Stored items

--- START ---

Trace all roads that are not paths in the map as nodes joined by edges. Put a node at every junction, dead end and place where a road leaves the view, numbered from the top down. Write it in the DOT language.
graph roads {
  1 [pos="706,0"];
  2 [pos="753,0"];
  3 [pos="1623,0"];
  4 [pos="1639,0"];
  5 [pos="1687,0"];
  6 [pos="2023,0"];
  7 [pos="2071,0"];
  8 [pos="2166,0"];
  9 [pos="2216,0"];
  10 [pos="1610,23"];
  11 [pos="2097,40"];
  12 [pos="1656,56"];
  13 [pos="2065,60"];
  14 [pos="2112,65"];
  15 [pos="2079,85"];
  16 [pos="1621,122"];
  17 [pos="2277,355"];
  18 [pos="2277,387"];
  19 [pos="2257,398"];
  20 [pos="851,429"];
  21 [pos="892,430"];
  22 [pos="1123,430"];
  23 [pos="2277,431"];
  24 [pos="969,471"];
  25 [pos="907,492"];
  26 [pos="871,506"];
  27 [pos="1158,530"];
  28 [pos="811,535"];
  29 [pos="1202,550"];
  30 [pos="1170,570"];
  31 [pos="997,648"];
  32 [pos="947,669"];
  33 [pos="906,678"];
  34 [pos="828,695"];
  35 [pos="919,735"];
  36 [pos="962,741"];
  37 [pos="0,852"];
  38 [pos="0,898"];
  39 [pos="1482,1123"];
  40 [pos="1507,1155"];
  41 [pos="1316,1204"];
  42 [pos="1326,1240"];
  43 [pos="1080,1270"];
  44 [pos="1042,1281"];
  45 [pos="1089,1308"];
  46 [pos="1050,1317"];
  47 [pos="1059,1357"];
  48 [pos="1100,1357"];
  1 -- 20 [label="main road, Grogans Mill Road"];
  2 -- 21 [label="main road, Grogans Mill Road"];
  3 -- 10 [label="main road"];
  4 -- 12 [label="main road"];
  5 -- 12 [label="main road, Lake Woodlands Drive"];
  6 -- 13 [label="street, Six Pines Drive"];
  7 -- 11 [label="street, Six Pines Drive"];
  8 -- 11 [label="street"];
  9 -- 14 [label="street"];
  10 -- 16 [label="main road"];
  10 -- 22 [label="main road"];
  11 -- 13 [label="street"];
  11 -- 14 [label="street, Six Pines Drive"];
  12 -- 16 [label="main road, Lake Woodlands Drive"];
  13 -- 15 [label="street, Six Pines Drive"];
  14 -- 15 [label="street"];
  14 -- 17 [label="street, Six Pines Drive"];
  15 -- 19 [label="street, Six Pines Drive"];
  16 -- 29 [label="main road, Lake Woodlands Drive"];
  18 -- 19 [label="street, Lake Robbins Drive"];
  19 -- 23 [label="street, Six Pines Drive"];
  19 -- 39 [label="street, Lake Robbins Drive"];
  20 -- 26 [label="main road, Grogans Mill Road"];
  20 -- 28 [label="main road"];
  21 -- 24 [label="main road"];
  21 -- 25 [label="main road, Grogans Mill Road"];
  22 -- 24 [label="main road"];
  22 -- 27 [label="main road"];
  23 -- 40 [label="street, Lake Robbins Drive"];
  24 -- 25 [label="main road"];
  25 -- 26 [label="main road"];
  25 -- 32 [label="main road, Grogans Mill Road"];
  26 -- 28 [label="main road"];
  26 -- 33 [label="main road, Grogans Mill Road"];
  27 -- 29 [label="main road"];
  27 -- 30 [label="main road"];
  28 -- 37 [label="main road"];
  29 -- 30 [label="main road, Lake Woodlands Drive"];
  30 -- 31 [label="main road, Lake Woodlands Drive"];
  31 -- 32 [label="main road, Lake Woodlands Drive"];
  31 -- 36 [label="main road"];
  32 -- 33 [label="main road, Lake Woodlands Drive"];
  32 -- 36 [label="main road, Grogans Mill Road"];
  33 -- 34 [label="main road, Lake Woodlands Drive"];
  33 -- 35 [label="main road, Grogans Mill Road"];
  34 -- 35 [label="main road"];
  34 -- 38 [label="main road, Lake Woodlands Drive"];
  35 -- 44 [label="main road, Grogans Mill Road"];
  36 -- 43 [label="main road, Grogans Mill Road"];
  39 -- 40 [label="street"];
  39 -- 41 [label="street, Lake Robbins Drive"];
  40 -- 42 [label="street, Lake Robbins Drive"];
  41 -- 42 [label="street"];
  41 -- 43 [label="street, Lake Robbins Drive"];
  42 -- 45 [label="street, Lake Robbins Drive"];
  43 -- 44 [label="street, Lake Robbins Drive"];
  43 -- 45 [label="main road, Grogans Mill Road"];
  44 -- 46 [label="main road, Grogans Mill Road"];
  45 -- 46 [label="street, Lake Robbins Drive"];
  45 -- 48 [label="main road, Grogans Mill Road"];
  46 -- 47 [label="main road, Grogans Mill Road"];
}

--- END ---

:: Assignment ::
Every entry that appears above should be duplicated exactly.

:: Response to this task ::
Trace all roads that are not paths in the map as nodes joined by edges. Put a node at every junction, dead end and place where a road leaves the view, numbered from the top down. Write it in the DOT language.
graph roads {
  1 [pos="706,0"];
  2 [pos="753,0"];
  3 [pos="1623,0"];
  4 [pos="1639,0"];
  5 [pos="1687,0"];
  6 [pos="2023,0"];
  7 [pos="2071,0"];
  8 [pos="2166,0"];
  9 [pos="2216,0"];
  10 [pos="1610,23"];
  11 [pos="2097,40"];
  12 [pos="1656,56"];
  13 [pos="2065,60"];
  14 [pos="2112,65"];
  15 [pos="2079,85"];
  16 [pos="1621,122"];
  17 [pos="2277,355"];
  18 [pos="2277,387"];
  19 [pos="2257,398"];
  20 [pos="851,429"];
  21 [pos="892,430"];
  22 [pos="1123,430"];
  23 [pos="2277,431"];
  24 [pos="969,471"];
  25 [pos="907,492"];
  26 [pos="871,506"];
  27 [pos="1158,530"];
  28 [pos="811,535"];
  29 [pos="1202,550"];
  30 [pos="1170,570"];
  31 [pos="997,648"];
  32 [pos="947,669"];
  33 [pos="906,678"];
  34 [pos="828,695"];
  35 [pos="919,735"];
  36 [pos="962,741"];
  37 [pos="0,852"];
  38 [pos="0,898"];
  39 [pos="1482,1123"];
  40 [pos="1507,1155"];
  41 [pos="1316,1204"];
  42 [pos="1326,1240"];
  43 [pos="1080,1270"];
  44 [pos="1042,1281"];
  45 [pos="1089,1308"];
  46 [pos="1050,1317"];
  47 [pos="1059,1357"];
  48 [pos="1100,1357"];
  1 -- 20 [label="main road, Grogans Mill Road"];
  2 -- 21 [label="main road, Grogans Mill Road"];
  3 -- 10 [label="main road"];
  4 -- 12 [label="main road"];
  5 -- 12 [label="main road, Lake Woodlands Drive"];
  6 -- 13 [label="street, Six Pines Drive"];
  7 -- 11 [label="street, Six Pines Drive"];
  8 -- 11 [label="street"];
  9 -- 14 [label="street"];
  10 -- 16 [label="main road"];
  10 -- 22 [label="main road"];
  11 -- 13 [label="street"];
  11 -- 14 [label="street, Six Pines Drive"];
  12 -- 16 [label="main road, Lake Woodlands Drive"];
  13 -- 15 [label="street, Six Pines Drive"];
  14 -- 15 [label="street"];
  14 -- 17 [label="street, Six Pines Drive"];
  15 -- 19 [label="street, Six Pines Drive"];
  16 -- 29 [label="main road, Lake Woodlands Drive"];
  18 -- 19 [label="street, Lake Robbins Drive"];
  19 -- 23 [label="street, Six Pines Drive"];
  19 -- 39 [label="street, Lake Robbins Drive"];
  20 -- 26 [label="main road, Grogans Mill Road"];
  20 -- 28 [label="main road"];
  21 -- 24 [label="main road"];
  21 -- 25 [label="main road, Grogans Mill Road"];
  22 -- 24 [label="main road"];
  22 -- 27 [label="main road"];
  23 -- 40 [label="street, Lake Robbins Drive"];
  24 -- 25 [label="main road"];
  25 -- 26 [label="main road"];
  25 -- 32 [label="main road, Grogans Mill Road"];
  26 -- 28 [label="main road"];
  26 -- 33 [label="main road, Grogans Mill Road"];
  27 -- 29 [label="main road"];
  27 -- 30 [label="main road"];
  28 -- 37 [label="main road"];
  29 -- 30 [label="main road, Lake Woodlands Drive"];
  30 -- 31 [label="main road, Lake Woodlands Drive"];
  31 -- 32 [label="main road, Lake Woodlands Drive"];
  31 -- 36 [label="main road"];
  32 -- 33 [label="main road, Lake Woodlands Drive"];
  32 -- 36 [label="main road, Grogans Mill Road"];
  33 -- 34 [label="main road, Lake Woodlands Drive"];
  33 -- 35 [label="main road, Grogans Mill Road"];
  34 -- 35 [label="main road"];
  34 -- 38 [label="main road, Lake Woodlands Drive"];
  35 -- 44 [label="main road, Grogans Mill Road"];
  36 -- 43 [label="main road, Grogans Mill Road"];
  39 -- 40 [label="street"];
  39 -- 41 [label="street, Lake Robbins Drive"];
  40 -- 42 [label="street, Lake Robbins Drive"];
  41 -- 42 [label="street"];
  41 -- 43 [label="street, Lake Robbins Drive"];
  42 -- 45 [label="street, Lake Robbins Drive"];
  43 -- 44 [label="street, Lake Robbins Drive"];
  43 -- 45 [label="main road, Grogans Mill Road"];
  44 -- 46 [label="main road, Grogans Mill Road"];
  45 -- 46 [label="street, Lake Robbins Drive"];
  45 -- 48 [label="main road, Grogans Mill Road"];
  46 -- 47 [label="main road, Grogans Mill Road"];
}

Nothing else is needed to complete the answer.